Task brief:
Below are the records; repeat them in full, exactly.

[Saved entries]

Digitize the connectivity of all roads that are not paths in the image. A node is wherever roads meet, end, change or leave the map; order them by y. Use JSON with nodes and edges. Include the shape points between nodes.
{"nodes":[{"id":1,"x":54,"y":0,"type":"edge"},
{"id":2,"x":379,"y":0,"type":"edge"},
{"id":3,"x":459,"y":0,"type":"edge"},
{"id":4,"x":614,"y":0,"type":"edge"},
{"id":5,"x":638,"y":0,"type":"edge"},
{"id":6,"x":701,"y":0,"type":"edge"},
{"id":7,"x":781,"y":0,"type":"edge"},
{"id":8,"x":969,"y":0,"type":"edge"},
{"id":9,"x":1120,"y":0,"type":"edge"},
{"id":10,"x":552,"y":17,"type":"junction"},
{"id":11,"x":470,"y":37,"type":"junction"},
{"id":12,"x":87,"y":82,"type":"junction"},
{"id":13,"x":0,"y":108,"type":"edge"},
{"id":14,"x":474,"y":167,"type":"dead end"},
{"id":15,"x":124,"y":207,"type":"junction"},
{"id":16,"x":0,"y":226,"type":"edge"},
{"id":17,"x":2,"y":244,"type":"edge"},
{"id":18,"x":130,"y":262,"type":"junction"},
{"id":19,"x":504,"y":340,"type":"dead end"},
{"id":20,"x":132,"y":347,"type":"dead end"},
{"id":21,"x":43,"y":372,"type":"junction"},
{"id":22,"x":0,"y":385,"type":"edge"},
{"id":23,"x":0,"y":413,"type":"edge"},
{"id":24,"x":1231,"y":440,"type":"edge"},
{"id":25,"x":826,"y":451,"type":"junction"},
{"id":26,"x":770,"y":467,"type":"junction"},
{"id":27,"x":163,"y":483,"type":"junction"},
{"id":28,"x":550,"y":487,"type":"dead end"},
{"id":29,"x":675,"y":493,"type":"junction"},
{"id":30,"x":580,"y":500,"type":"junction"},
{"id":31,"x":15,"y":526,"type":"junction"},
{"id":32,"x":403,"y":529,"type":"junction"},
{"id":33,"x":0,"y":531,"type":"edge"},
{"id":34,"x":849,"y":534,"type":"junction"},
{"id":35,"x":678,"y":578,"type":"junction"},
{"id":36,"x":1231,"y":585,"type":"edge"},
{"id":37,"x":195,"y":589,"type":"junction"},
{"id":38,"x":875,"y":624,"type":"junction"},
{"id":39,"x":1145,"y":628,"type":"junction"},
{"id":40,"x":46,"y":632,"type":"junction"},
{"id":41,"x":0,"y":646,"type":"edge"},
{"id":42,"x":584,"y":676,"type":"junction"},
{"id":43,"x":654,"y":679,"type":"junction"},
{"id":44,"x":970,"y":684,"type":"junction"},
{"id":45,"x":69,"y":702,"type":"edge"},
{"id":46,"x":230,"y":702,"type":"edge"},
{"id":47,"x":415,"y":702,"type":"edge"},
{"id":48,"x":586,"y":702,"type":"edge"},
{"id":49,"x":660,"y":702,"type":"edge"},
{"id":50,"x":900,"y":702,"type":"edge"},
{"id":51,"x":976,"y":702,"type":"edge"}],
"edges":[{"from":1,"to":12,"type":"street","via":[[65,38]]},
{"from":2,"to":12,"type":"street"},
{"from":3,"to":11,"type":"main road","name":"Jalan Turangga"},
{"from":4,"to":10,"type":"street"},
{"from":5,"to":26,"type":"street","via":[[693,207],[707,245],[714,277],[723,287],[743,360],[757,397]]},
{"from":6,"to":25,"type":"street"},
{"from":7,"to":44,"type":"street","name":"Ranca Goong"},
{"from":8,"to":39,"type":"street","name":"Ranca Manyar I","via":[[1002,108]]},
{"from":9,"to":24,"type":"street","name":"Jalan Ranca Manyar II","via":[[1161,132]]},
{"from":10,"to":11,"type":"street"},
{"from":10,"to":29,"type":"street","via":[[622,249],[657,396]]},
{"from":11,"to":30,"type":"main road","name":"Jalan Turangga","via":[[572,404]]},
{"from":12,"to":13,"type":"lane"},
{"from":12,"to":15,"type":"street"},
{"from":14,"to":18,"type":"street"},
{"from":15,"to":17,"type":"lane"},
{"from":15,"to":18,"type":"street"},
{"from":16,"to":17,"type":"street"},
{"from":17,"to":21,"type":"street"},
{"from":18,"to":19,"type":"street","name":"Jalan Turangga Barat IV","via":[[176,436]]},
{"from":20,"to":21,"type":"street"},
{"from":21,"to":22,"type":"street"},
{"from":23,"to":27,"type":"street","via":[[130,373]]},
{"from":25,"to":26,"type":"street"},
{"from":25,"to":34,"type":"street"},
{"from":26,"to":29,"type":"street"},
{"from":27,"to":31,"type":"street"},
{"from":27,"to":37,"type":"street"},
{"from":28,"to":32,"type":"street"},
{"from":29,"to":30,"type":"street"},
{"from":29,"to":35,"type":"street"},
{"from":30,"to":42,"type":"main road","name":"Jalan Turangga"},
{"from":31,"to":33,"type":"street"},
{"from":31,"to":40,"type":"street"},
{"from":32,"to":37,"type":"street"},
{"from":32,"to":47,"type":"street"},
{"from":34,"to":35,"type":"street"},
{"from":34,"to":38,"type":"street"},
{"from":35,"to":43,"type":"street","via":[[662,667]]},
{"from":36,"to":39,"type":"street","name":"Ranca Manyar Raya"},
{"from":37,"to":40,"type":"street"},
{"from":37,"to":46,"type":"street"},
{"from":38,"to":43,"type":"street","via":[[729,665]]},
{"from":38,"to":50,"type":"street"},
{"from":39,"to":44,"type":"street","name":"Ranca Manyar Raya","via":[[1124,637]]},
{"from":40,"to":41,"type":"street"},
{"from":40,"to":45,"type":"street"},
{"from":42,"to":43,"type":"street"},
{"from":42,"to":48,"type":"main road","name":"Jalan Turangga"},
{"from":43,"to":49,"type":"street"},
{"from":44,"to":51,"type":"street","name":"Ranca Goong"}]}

Your solution:
Digitize the connectivity of all roads that are not paths in the image. A node is wherever roads meet, end, change or leave the map; order them by y. Use JSON with nodes and edges. Include the shape points between nodes.
{"nodes":[{"id":1,"x":54,"y":0,"type":"edge"},
{"id":2,"x":379,"y":0,"type":"edge"},
{"id":3,"x":459,"y":0,"type":"edge"},
{"id":4,"x":614,"y":0,"type":"edge"},
{"id":5,"x":638,"y":0,"type":"edge"},
{"id":6,"x":701,"y":0,"type":"edge"},
{"id":7,"x":781,"y":0,"type":"edge"},
{"id":8,"x":969,"y":0,"type":"edge"},
{"id":9,"x":1120,"y":0,"type":"edge"},
{"id":10,"x":552,"y":17,"type":"junction"},
{"id":11,"x":470,"y":37,"type":"junction"},
{"id":12,"x":87,"y":82,"type":"junction"},
{"id":13,"x":0,"y":108,"type":"edge"},
{"id":14,"x":474,"y":167,"type":"dead end"},
{"id":15,"x":124,"y":207,"type":"junction"},
{"id":16,"x":0,"y":226,"type":"edge"},
{"id":17,"x":2,"y":244,"type":"edge"},
{"id":18,"x":130,"y":262,"type":"junction"},
{"id":19,"x":504,"y":340,"type":"dead end"},
{"id":20,"x":132,"y":347,"type":"dead end"},
{"id":21,"x":43,"y":372,"type":"junction"},
{"id":22,"x":0,"y":385,"type":"edge"},
{"id":23,"x":0,"y":413,"type":"edge"},
{"id":24,"x":1231,"y":440,"type":"edge"},
{"id":25,"x":826,"y":451,"type":"junction"},
{"id":26,"x":770,"y":467,"type":"junction"},
{"id":27,"x":163,"y":483,"type":"junction"},
{"id":28,"x":550,"y":487,"type":"dead end"},
{"id":29,"x":675,"y":493,"type":"junction"},
{"id":30,"x":580,"y":500,"type":"junction"},
{"id":31,"x":15,"y":526,"type":"junction"},
{"id":32,"x":403,"y":529,"type":"junction"},
{"id":33,"x":0,"y":531,"type":"edge"},
{"id":34,"x":849,"y":534,"type":"junction"},
{"id":35,"x":678,"y":578,"type":"junction"},
{"id":36,"x":1231,"y":585,"type":"edge"},
{"id":37,"x":195,"y":589,"type":"junction"},
{"id":38,"x":875,"y":624,"type":"junction"},
{"id":39,"x":1145,"y":628,"type":"junction"},
{"id":40,"x":46,"y":632,"type":"junction"},
{"id":41,"x":0,"y":646,"type":"edge"},
{"id":42,"x":584,"y":676,"type":"junction"},
{"id":43,"x":654,"y":679,"type":"junction"},
{"id":44,"x":970,"y":684,"type":"junction"},
{"id":45,"x":69,"y":702,"type":"edge"},
{"id":46,"x":230,"y":702,"type":"edge"},
{"id":47,"x":415,"y":702,"type":"edge"},
{"id":48,"x":586,"y":702,"type":"edge"},
{"id":49,"x":660,"y":702,"type":"edge"},
{"id":50,"x":900,"y":702,"type":"edge"},
{"id":51,"x":976,"y":702,"type":"edge"}],
"edges":[{"from":1,"to":12,"type":"street","via":[[65,38]]},
{"from":2,"to":12,"type":"street"},
{"from":3,"to":11,"type":"main road","name":"Jalan Turangga"},
{"from":4,"to":10,"type":"street"},
{"from":5,"to":26,"type":"street","via":[[693,207],[707,245],[714,277],[723,287],[743,360],[757,397]]},
{"from":6,"to":25,"type":"street"},
{"from":7,"to":44,"type":"street","name":"Ranca Goong"},
{"from":8,"to":39,"type":"street","name":"Ranca Manyar I","via":[[1002,108]]},
{"from":9,"to":24,"type":"street","name":"Jalan Ranca Manyar II","via":[[1161,132]]},
{"from":10,"to":11,"type":"street"},
{"from":10,"to":29,"type":"street","via":[[622,249],[657,396]]},
{"from":11,"to":30,"type":"main road","name":"Jalan Turangga","via":[[572,404]]},
{"from":12,"to":13,"type":"lane"},
{"from":12,"to":15,"type":"street"},
{"from":14,"to":18,"type":"street"},
{"from":15,"to":17,"type":"lane"},
{"from":15,"to":18,"type":"street"},
{"from":16,"to":17,"type":"street"},
{"from":17,"to":21,"type":"street"},
{"from":18,"to":19,"type":"street","name":"Jalan Turangga Barat IV","via":[[176,436]]},
{"from":20,"to":21,"type":"street"},
{"from":21,"to":22,"type":"street"},
{"from":23,"to":27,"type":"street","via":[[130,373]]},
{"from":25,"to":26,"type":"street"},
{"from":25,"to":34,"type":"street"},
{"from":26,"to":29,"type":"street"},
{"from":27,"to":31,"type":"street"},
{"from":27,"to":37,"type":"street"},
{"from":28,"to":32,"type":"street"},
{"from":29,"to":30,"type":"street"},
{"from":29,"to":35,"type":"street"},
{"from":30,"to":42,"type":"main road","name":"Jalan Turangga"},
{"from":31,"to":33,"type":"street"},
{"from":31,"to":40,"type":"street"},
{"from":32,"to":37,"type":"street"},
{"from":32,"to":47,"type":"street"},
{"from":34,"to":35,"type":"street"},
{"from":34,"to":38,"type":"street"},
{"from":35,"to":43,"type":"street","via":[[662,667]]},
{"from":36,"to":39,"type":"street","name":"Ranca Manyar Raya"},
{"from":37,"to":40,"type":"street"},
{"from":37,"to":46,"type":"street"},
{"from":38,"to":43,"type":"street","via":[[729,665]]},
{"from":38,"to":50,"type":"street"},
{"from":39,"to":44,"type":"street","name":"Ranca Manyar Raya","via":[[1124,637]]},
{"from":40,"to":41,"type":"street"},
{"from":40,"to":45,"type":"street"},
{"from":42,"to":43,"type":"street"},
{"from":42,"to":48,"type":"main road","name":"Jalan Turangga"},
{"from":43,"to":49,"type":"street"},
{"from":44,"to":51,"type":"street","name":"Ranca Goong"}]}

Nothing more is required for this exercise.